Is a Writer’s Conference Worth the Money?

Cindy Wilson, Wendy Miller, Me, Heather Sunseri
I just spent several days in Indianapolis at a national fiction writer’s conference. This is only the second writing conference I’ve gone to in my writing career. In fact, in all my years of writing, I hadn’t attended one until last year (after I had an agent and book contract).

How important are writer’s conferences, really? The costs are incredibly high for the pauper writing population. When figuring in conference fees, transportation, and hotel, we can easily spend $1000. Are there enough benefits to justify that kind of cost?

Like everything on this blog, I can only share my opinions based on what I’ve been learning. So make sure to chime in with your thoughts in the comments!

Benefits of a Writer’s Conference:

*Networking with other writers. The relationships we form with other writers are invaluable. They could lead to critique buddies, blogging partners, champions for our books. At the very least, the friends we form will encourage us, challenge us, and enlighten us. And if we already have friends, then it’s the chance to meet new people and broaden our scope and presence. Published authors can use the time to build their name and promote their books among the writing community.

*Learning more about the business. While rubbing shoulders with hundreds of other authors, we get to learn more about industry advancements and happenings. We learn new lingo, see who’s important, and see how it’s all done from the best. I had the chance to ask other published authors for their advice on book signings—what worked and what didn’t for them. And since I have a book release party this Saturday, I soaked in every bit of information I could.

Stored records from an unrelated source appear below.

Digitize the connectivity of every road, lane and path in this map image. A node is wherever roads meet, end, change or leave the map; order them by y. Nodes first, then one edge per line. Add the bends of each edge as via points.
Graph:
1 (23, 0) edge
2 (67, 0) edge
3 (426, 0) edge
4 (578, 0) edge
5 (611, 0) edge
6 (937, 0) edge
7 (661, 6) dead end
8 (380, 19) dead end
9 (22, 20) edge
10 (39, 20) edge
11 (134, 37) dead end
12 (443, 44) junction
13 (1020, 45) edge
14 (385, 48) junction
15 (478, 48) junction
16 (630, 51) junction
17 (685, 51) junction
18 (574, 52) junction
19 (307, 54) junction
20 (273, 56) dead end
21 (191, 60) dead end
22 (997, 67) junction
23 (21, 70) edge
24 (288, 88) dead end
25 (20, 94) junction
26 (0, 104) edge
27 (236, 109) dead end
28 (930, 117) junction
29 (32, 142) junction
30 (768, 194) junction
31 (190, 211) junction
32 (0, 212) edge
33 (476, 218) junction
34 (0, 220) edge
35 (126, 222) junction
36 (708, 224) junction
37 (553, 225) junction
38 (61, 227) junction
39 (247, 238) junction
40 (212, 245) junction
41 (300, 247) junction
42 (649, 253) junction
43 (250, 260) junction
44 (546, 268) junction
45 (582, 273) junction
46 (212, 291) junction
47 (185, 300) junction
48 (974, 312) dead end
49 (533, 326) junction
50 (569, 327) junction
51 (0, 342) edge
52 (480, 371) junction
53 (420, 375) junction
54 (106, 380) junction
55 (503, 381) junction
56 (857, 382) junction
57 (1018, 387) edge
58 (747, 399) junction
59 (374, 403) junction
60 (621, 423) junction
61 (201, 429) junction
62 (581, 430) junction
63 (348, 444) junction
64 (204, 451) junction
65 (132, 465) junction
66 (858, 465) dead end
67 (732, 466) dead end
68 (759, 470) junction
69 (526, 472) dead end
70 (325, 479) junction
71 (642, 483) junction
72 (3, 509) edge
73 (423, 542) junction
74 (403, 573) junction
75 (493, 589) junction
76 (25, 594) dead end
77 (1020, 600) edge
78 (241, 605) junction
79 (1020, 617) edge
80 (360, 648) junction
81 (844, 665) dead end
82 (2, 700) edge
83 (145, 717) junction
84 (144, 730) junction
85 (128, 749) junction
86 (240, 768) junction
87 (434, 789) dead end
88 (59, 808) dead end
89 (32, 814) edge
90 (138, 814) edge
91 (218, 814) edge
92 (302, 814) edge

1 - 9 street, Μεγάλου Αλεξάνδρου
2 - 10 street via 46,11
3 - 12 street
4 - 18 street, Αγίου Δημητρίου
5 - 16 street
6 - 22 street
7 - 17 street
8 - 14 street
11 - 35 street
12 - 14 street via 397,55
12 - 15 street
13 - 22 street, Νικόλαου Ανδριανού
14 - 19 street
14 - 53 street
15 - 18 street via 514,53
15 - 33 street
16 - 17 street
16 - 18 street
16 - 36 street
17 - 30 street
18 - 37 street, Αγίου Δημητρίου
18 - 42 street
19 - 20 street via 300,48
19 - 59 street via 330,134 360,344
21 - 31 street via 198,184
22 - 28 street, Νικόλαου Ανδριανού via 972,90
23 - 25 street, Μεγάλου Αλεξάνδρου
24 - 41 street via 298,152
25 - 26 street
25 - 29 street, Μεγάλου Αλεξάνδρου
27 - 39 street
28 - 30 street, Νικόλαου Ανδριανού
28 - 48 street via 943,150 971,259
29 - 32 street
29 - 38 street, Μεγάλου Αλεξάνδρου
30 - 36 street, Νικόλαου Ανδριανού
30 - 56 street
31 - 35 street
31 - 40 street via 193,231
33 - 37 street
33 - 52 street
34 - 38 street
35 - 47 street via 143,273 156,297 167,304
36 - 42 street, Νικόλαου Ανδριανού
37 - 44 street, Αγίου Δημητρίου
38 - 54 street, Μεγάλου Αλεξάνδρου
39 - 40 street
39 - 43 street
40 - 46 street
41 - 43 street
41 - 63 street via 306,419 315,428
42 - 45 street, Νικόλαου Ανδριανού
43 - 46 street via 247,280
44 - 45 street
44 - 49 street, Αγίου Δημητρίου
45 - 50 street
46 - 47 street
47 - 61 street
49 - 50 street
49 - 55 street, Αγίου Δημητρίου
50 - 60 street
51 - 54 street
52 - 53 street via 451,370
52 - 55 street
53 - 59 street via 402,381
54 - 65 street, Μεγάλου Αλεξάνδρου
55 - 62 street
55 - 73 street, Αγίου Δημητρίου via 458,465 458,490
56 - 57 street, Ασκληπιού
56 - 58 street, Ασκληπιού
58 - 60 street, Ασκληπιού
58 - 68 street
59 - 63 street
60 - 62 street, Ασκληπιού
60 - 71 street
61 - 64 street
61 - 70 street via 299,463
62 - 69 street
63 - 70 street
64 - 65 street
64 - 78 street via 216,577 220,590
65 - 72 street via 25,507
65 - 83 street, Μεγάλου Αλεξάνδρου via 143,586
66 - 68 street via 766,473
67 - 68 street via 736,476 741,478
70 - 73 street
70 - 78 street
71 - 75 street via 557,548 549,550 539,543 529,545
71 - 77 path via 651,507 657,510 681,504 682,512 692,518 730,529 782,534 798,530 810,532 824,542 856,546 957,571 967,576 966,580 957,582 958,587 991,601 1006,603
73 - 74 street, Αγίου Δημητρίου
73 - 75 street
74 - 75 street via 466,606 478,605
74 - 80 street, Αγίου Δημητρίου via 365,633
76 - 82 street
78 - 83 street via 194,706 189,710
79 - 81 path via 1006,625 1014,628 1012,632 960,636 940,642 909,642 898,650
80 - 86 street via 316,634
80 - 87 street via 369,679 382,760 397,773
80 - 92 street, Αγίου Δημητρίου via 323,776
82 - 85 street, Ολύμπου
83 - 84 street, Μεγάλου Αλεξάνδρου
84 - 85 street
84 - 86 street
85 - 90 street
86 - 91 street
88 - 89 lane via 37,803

*Growing through workshops and seminars. Often seminars are led by best-selling authors, agents, or editors. We get to ask specific questions and might even have the opportunity for one on one time. During the conference I just attended, I had the privilege of learning from James Scott Bell the author of my favorite writing craft books.

*Connecting with industry professionals. A conference is one of the only places where writers can schedule meetings with agents and editors, pitch their work, and have the chance to get a foot in the door—especially with those closed to queries. They learn our names, see that we’re taking our writing seriously enough to attend a conference, and perhaps might ask to see more of our work.

But are the benefits really worth the money?

In a day an age when we can do and see almost anything we want online, is a conference really worth the money and effort? After all, we can network with other writers through blogging, twitter, and facebook. With a little effort we can form critique groups, find encouragement, and broaden our online presence. Do we really need to go to a conference for it?

And same with learning about the business and growing as writers. We can rub shoulders with agents on twitter, read industry blogs, and stay up with daily changes. We can buy books about everything from writing scenes to marketing our work. Do we really need to spend hundreds of dollars to do that when we can do it from the ease and comfort from our desk chairs?

With webinars, online conferences, a plethora of blogs about writing, and all the information a click away for free, the internet has definitely changed the need for writer’s conferences. In fact, conferences can often have an “overwhelming” feel to them. Despite the camaraderie, invigoration, and fun, there’s an underlying fear and slight depression that comes from knowing we’re all striving after the same thing and that not everyone is going to get a gold medal.

Even so, I still think a writer’s conference adds something valuable to a writer’s career that can’t be gained anywhere else. As much as I love the internet and the friendships I’ve made online, there’s nothing that beats real life, face to face communication and relating. And to me, that’s what writing conferences are all about—REAL CONNECTIONS.

I think every writer should eventually give a conference a try. But there’s no hurry—especially when we’re young in our writing careers. I waited until I was at a place in my writing career where I was ready to meet agents and industry professionals. Before that I put the money toward other things like fiction-writing help books and freelance edits.

What about you? What are other benefits to writer’s conferences? And do you think the benefits are really worth the money?